[Dataset content — start]

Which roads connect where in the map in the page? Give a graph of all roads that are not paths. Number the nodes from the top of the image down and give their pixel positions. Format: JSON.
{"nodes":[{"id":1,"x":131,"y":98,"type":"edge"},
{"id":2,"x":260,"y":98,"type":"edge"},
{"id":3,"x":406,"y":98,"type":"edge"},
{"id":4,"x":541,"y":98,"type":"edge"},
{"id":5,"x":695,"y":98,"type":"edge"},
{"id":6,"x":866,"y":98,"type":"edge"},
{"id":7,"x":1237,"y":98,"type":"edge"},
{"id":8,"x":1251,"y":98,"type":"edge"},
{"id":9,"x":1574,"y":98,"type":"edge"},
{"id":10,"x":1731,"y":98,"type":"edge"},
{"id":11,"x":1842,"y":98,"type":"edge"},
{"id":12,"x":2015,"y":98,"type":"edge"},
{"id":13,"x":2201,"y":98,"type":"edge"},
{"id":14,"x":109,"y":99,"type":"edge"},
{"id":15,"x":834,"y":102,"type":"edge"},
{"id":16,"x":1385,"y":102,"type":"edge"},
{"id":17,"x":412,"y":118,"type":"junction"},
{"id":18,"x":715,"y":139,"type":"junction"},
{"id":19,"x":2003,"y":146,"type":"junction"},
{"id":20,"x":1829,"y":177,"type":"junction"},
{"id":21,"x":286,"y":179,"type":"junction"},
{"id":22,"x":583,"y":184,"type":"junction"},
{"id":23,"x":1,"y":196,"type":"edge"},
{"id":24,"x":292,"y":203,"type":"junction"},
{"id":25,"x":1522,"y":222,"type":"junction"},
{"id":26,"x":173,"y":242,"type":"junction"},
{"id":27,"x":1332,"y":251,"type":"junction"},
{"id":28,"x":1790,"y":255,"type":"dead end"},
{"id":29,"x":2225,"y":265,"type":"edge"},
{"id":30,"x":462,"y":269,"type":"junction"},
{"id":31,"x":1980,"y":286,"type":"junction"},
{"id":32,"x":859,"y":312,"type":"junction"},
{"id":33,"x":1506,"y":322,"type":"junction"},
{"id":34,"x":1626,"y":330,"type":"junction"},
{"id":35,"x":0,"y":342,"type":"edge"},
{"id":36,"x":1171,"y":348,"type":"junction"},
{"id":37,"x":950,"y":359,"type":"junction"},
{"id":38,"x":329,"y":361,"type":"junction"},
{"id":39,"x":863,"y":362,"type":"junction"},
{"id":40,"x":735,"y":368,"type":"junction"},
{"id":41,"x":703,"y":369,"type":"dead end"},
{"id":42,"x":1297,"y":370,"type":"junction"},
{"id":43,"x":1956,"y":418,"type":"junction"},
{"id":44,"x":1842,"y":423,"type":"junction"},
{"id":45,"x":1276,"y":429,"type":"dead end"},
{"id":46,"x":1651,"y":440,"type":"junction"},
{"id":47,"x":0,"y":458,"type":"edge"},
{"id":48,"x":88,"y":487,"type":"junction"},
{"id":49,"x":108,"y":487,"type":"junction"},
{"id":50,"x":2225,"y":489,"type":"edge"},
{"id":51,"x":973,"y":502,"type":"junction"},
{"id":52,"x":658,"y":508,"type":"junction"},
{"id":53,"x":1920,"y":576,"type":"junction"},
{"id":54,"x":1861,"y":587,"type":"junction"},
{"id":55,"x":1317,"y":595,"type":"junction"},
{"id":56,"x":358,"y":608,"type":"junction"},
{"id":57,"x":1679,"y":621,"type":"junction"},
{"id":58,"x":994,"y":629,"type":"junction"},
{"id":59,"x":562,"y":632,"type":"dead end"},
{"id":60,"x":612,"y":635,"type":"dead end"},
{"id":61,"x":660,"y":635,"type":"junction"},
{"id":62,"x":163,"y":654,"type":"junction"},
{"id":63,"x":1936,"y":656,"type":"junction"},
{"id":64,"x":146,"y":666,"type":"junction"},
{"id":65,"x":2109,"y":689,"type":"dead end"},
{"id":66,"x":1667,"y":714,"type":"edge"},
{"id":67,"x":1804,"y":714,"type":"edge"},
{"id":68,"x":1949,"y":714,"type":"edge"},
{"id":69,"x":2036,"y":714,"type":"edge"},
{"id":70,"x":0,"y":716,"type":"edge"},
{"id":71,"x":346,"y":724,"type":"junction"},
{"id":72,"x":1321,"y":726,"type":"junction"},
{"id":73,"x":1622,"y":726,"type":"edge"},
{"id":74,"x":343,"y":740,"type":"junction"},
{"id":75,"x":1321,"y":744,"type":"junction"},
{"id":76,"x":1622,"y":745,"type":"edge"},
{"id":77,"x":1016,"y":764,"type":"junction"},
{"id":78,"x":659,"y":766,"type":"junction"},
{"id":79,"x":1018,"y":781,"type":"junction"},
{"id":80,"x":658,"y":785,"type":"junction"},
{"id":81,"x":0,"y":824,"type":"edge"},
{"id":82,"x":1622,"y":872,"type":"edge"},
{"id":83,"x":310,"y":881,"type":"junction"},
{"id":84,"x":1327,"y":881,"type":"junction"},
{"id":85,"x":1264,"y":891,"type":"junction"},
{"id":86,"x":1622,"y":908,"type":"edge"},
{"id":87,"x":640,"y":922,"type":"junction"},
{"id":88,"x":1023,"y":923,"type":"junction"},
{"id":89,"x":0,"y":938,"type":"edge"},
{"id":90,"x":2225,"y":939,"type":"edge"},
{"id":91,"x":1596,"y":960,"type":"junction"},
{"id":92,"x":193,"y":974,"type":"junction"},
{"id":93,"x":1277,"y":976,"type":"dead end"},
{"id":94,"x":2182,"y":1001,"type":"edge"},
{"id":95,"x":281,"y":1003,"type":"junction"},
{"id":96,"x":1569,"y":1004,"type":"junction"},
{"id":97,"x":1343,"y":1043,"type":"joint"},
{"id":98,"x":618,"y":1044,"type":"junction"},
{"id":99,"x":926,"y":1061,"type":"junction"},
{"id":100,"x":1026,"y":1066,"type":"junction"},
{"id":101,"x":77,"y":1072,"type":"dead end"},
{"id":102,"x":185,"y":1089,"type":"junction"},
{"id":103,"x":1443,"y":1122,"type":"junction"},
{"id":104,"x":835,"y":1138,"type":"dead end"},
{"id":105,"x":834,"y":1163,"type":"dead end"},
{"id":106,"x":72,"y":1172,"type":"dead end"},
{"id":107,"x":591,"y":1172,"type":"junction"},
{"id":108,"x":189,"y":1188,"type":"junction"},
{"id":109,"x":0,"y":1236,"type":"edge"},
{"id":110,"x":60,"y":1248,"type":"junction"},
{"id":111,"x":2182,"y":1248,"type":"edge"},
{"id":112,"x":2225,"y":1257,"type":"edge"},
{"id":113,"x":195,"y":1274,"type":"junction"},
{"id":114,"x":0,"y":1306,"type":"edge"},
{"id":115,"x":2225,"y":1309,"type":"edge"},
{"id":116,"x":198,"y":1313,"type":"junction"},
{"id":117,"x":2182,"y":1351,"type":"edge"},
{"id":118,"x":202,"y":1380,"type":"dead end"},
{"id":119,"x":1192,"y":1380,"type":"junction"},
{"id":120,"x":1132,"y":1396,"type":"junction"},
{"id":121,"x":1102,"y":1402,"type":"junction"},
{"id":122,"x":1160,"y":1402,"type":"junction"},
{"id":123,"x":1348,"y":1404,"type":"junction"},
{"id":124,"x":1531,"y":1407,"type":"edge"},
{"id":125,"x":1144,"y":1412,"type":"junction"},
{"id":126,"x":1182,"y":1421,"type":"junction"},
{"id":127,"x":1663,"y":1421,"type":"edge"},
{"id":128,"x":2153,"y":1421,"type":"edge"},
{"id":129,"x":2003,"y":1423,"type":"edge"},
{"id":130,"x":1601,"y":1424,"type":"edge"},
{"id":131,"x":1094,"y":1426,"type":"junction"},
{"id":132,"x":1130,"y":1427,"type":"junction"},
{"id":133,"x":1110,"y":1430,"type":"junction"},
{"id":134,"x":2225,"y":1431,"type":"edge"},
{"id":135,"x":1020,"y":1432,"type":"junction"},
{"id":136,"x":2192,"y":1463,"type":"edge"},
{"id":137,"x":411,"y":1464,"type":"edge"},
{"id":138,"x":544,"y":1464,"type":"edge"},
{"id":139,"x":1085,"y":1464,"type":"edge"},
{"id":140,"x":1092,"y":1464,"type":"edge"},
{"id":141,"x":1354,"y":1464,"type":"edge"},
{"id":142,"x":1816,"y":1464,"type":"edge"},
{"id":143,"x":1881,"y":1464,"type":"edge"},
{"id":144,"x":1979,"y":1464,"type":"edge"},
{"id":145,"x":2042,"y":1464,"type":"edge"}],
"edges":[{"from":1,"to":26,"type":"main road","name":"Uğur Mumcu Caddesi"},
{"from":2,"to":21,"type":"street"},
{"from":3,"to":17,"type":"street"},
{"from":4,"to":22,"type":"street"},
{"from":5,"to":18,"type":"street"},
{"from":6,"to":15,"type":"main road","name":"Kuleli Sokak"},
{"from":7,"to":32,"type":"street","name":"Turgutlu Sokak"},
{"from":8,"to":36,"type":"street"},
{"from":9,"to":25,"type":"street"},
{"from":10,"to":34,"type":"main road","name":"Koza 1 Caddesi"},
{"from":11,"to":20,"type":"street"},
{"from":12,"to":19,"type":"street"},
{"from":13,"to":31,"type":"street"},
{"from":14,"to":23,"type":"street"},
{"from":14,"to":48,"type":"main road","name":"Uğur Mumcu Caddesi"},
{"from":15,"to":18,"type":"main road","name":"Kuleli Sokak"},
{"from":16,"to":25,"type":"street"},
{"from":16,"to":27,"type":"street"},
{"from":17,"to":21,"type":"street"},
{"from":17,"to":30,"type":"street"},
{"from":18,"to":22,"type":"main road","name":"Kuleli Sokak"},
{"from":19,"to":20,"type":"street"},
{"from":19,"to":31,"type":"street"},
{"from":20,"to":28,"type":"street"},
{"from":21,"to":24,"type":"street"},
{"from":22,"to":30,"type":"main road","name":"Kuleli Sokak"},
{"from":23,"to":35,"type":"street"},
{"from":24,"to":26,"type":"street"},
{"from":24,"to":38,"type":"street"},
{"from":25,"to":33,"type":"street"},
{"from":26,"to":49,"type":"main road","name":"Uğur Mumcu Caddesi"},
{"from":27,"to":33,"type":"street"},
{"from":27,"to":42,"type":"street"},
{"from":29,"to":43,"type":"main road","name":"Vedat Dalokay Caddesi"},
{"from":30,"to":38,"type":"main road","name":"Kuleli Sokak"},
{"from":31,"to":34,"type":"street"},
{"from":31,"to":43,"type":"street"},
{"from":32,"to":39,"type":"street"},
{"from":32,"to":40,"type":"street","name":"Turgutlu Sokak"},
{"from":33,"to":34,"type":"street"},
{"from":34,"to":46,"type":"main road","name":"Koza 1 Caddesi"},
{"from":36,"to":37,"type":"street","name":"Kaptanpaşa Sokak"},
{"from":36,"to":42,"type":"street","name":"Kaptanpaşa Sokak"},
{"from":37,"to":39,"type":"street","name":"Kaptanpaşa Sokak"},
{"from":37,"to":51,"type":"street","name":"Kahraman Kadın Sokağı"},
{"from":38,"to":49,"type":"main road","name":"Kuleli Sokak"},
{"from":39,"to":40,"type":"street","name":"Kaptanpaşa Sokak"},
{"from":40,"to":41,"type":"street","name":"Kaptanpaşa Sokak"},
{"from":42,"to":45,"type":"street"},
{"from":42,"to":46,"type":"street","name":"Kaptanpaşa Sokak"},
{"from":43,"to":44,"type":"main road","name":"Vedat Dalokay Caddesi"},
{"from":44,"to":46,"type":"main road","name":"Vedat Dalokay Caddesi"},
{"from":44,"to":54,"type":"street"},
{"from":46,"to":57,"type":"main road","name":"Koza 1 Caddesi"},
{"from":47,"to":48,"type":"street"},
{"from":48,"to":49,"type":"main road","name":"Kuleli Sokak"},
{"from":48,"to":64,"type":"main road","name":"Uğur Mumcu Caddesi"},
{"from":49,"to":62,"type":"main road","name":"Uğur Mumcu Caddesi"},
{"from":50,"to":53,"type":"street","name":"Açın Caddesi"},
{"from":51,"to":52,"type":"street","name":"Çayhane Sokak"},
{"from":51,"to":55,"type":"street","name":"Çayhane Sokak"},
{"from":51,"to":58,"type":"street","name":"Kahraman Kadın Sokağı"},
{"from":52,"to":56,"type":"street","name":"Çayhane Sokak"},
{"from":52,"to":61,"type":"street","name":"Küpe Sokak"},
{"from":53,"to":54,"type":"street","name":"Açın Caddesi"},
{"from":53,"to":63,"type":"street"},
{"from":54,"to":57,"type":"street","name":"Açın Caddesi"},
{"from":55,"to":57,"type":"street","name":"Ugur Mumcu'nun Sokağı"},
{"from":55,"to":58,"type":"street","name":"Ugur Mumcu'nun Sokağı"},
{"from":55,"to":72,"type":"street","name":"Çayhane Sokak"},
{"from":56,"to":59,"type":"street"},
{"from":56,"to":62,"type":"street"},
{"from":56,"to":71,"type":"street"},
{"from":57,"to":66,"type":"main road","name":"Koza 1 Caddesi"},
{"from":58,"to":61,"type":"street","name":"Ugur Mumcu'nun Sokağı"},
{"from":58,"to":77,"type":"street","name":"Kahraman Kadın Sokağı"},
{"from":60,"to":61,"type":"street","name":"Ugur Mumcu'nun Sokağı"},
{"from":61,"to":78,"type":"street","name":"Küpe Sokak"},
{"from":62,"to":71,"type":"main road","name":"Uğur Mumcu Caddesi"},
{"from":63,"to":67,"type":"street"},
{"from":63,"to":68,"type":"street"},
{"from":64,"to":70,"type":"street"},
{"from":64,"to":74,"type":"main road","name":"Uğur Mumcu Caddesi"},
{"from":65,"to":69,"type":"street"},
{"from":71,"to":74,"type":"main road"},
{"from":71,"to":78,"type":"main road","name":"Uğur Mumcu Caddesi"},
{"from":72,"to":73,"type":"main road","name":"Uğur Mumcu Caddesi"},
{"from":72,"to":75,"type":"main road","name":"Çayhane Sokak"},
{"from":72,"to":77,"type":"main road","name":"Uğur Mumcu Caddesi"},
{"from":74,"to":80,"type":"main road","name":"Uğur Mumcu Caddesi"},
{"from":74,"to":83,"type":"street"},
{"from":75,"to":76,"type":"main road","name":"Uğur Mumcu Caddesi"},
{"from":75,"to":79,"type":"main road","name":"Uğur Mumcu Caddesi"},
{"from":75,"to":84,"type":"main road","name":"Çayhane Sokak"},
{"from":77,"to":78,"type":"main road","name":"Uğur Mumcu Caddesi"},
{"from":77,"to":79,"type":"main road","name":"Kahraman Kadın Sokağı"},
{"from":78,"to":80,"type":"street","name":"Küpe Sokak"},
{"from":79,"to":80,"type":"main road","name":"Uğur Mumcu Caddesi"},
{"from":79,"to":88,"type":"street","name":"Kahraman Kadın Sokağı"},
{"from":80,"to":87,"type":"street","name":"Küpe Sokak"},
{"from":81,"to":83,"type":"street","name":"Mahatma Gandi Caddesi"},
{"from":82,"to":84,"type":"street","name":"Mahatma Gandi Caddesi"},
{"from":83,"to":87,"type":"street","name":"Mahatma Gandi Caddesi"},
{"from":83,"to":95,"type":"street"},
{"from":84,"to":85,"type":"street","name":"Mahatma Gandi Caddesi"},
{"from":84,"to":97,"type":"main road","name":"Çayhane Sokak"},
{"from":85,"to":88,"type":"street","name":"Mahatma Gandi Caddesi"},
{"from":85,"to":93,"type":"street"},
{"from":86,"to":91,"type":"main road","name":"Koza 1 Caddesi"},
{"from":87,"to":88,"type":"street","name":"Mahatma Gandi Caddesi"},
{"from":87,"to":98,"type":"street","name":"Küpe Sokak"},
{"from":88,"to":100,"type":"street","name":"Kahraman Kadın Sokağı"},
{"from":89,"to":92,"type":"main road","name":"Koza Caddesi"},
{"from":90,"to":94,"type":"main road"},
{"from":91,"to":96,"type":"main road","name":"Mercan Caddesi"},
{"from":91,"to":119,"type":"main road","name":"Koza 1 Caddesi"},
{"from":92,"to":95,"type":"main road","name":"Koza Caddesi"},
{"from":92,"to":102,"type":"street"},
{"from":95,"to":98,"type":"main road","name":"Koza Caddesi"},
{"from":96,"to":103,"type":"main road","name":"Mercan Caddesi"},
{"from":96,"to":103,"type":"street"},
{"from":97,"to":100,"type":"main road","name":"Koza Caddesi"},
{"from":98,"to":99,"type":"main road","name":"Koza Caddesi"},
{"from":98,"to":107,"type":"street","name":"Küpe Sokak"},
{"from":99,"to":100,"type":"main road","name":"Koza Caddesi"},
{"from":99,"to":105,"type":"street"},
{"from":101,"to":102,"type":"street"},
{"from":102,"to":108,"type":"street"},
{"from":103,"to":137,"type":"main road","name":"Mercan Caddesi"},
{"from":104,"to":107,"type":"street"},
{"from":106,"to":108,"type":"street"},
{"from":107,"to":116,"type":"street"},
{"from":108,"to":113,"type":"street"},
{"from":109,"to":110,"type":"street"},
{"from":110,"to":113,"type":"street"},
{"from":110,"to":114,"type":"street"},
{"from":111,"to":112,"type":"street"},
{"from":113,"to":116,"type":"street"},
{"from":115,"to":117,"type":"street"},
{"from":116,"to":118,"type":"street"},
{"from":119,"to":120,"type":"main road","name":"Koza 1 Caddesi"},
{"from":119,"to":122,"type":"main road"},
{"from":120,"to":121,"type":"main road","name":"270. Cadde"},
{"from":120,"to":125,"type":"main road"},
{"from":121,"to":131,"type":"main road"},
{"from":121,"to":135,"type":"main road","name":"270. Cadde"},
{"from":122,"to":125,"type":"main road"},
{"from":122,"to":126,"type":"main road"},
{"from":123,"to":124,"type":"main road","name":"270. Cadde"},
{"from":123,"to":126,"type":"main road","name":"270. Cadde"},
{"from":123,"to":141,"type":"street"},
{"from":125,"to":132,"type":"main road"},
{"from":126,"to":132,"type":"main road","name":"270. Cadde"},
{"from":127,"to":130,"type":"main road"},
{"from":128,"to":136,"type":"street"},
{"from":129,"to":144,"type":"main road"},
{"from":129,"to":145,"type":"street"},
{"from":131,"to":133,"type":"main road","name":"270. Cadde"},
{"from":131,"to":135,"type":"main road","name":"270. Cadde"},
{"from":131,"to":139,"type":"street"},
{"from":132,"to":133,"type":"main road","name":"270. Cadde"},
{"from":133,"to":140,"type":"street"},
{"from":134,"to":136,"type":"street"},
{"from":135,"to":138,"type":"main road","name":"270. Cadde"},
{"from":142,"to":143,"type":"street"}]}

[Dataset content — finish]

In the entries above, find each line containing the string "Turgutlu" and copy it.

Solution for this problem:
{"from":7,"to":32,"type":"street","name":"Turgutlu Sokak"},
{"from":32,"to":40,"type":"street","name":"Turgutlu Sokak"},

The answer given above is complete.